Rising oil prices and US Fed taper moves are testing the rupee   -  Getty Images/iStockphoto

RBI has done well to build its forex reserves to face taper-induced volatility in rupee

The recent decline of the rupee below the 75 mark against the dollar may have caused a flutter in financial markets. But the Indian unit’s 3 per cent depreciation is relatively small when compared with other emerging market currencies such as the Malaysian Ringgit, Philippine Peso, Thai Baht and South Korean Won. The rupee has actually been quite stable so far this year, moving within a band of 72 to 76. The recent weakness is primarily due to two external factors — rising oil prices and imminent commencement of monetary policy normalisation by the US Federal Reserve. With the country dependent on imported oil to meet most of its requirements, the rupee has typically been very sensitive to price movements in the commodity. The 30 per cent gain in oil prices since the last week of August is partly responsible for the sharp slide in the rupee. Given that there are no quick fix solutions to address India’s dependence on imported oil, the central bank needs to buttress the rupee, until prices cool down.
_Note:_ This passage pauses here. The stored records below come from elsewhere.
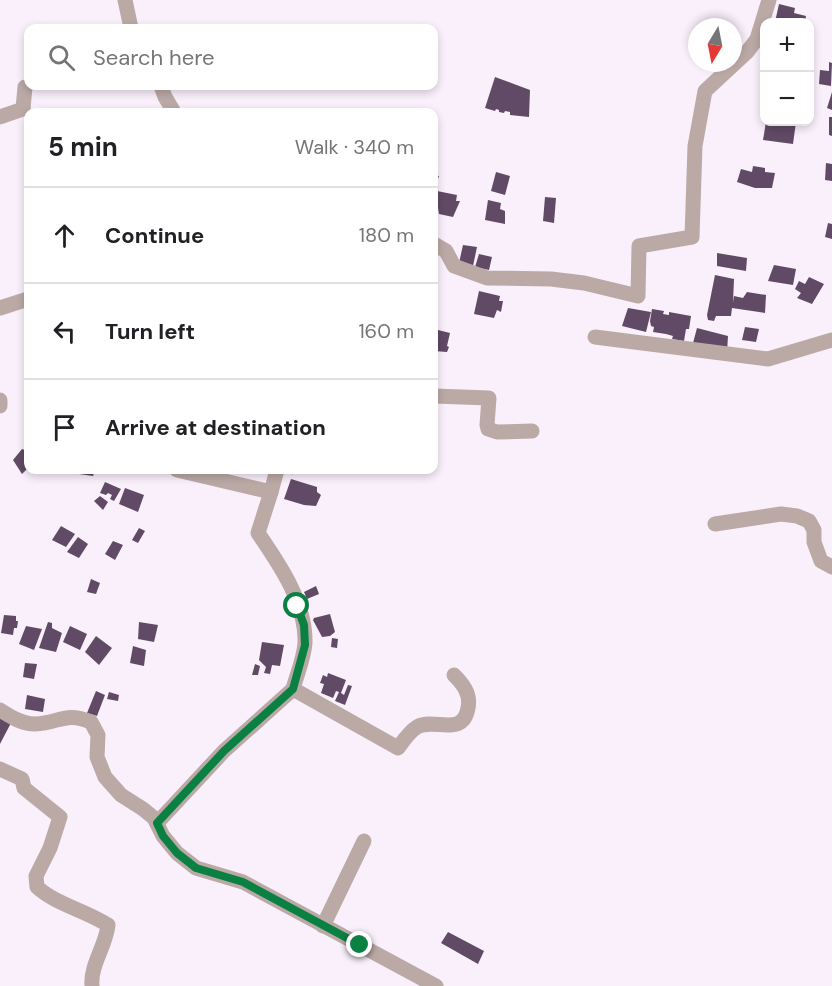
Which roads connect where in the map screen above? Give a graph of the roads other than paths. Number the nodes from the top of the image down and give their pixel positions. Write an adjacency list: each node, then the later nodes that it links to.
1 (125, 0): 3 (street)
2 (769, 0): 8 (street)
3 (130, 24)
4 (25, 90): 7 (street)
5 (162, 90): 6 (street)
6 (172, 108)
7 (0, 117)
8 (438, 246)
9 (24, 301): 10 (street)
10 (0, 308)
11 (595, 337): 12 (street)
12 (832, 340)
13 (438, 396): 16 (street)
14 (0, 400): 15 (street)
15 (0, 406)
16 (532, 431)
17 (194, 474): 19 (street)
18 (276, 474): 19 (street)
19 (271, 492): 23 (street)
20 (715, 524): 21 (street)
21 (832, 567)
22 (454, 675): 23 (street)
23 (293, 689): 26 (street)
24 (0, 710): 26 (street)
25 (0, 769): 29 (street)
26 (157, 823): 28 (street)
27 (364, 841): 28 (street)
28 (323, 926): 30 (street)
29 (92, 986)
30 (436, 986)

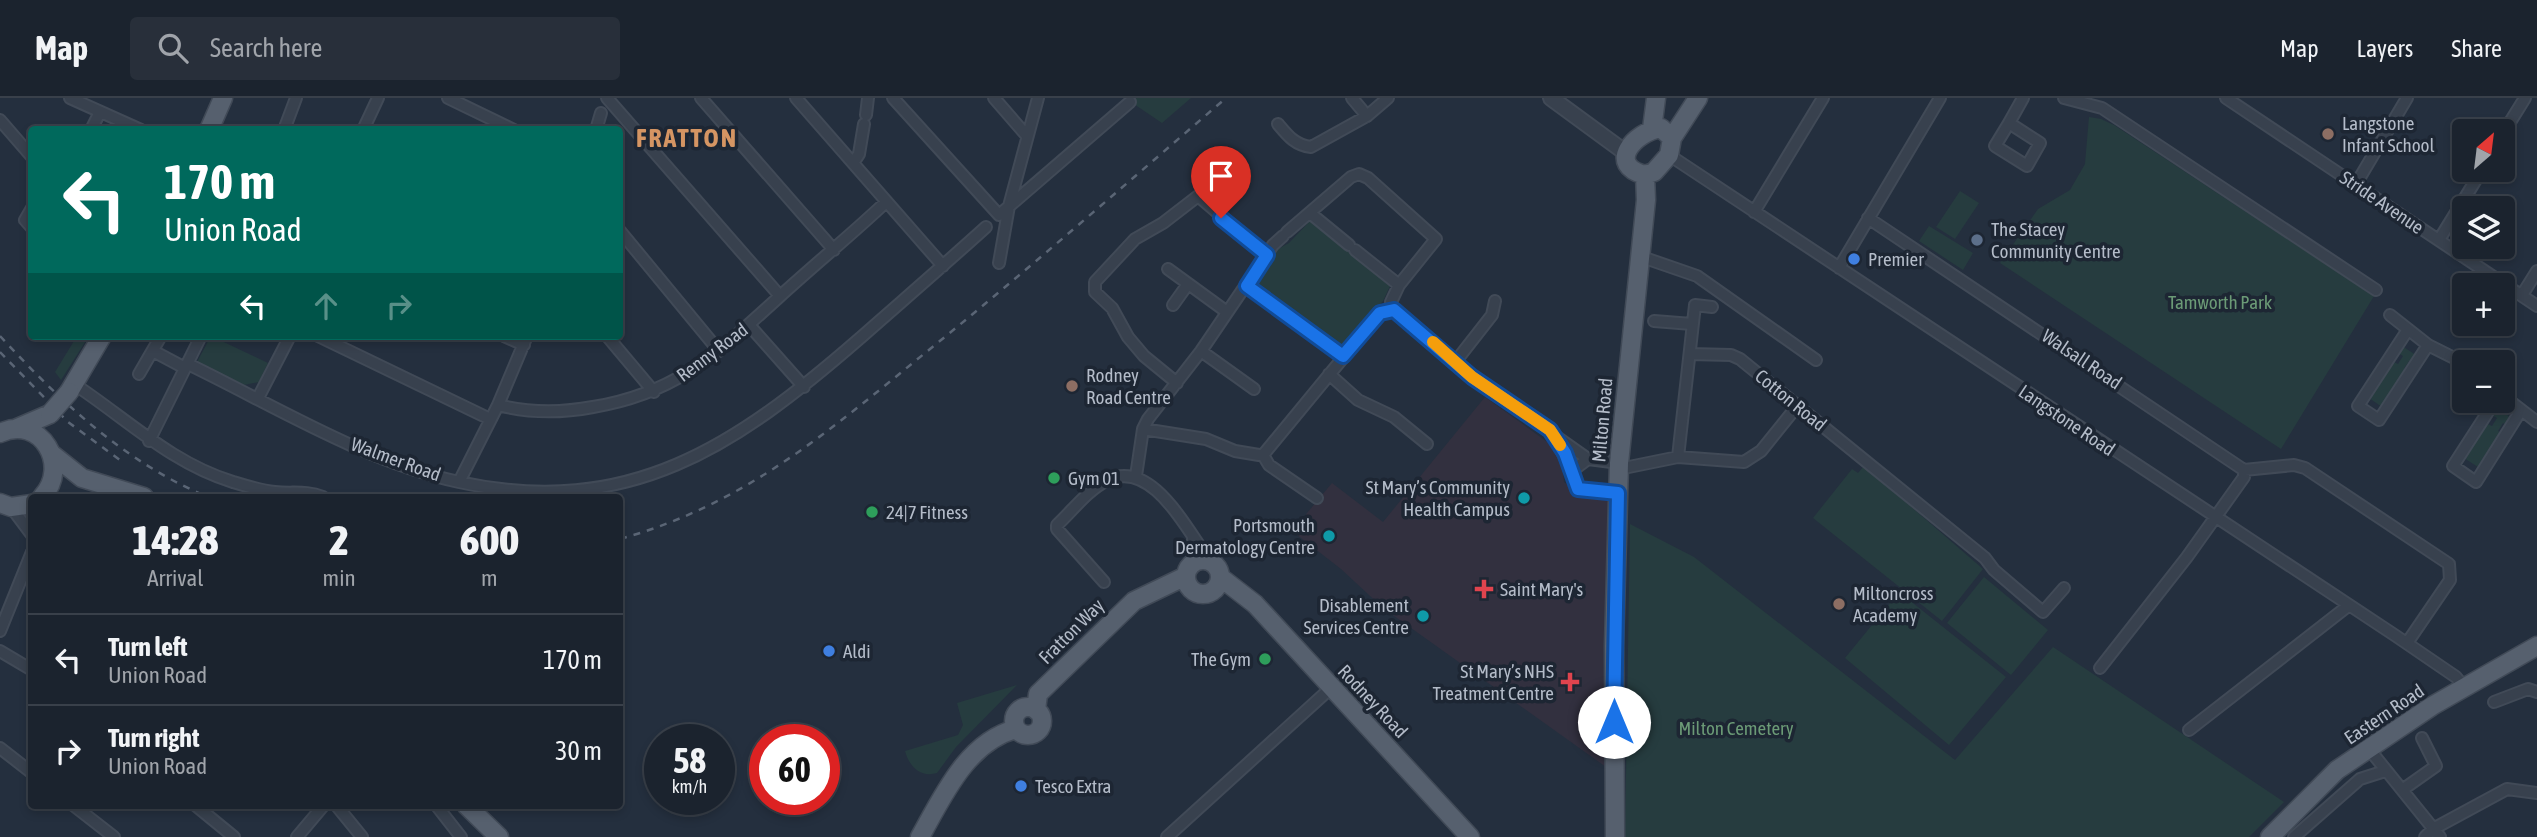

Volatility caused by the US Federal Reserve’s taper of monthly bond purchases is however likely to persist longer. The taper is scheduled to continue until the first half of 2022 with interest rate hikes expected to begin in 2023. Risk aversion in currency markets is beginning to surge with other global central banks too moving towards liquidity tightening and interest rate hikes. The dollar has begun appreciating as global investors move money back to the safe haven of dollar-denominated securities. The dollar index which tracks the movement of the US unit against major currencies has gained 6 per cent since June. The dollar’s strength, along with hardening of yields in US treasury securities, is causing downward pressure on all emerging market currencies, including the rupee. The RBI however appears quite prepared to face taper related tantrums this time round. It has been gradually increasing the forex reserves, making the most of the copious portfolio inflows last year. Foreign exchange reserves have grown $161 billion since March 2020. The strong reserves along with good growth in exports puts the rupee on a relatively better footing compared with the conditions in 2013, when India was among the fragile five countries due to its weak external account. While portfolio outflows can cause turbulence in forex market, India is likely to continue to attract foreign investments over the longer term given the relatively higher growth prospects.

The central bank has had a difficult task since last year in buying dollars to build reserves, since this results in increasing the liquidity in the system. Shifting part of its forex interventions to the forwards market since the beginning of this year has helped address this issue, while providing additional arsenal which can be used to stem currency volatility. The pandemic and the actions of central banks to counter its impact have increased indebtedness of countries and money supply to unprecedented levels. Normalising these conditions will be disruptive to currency markets. Hopefully, we are better prepared this time.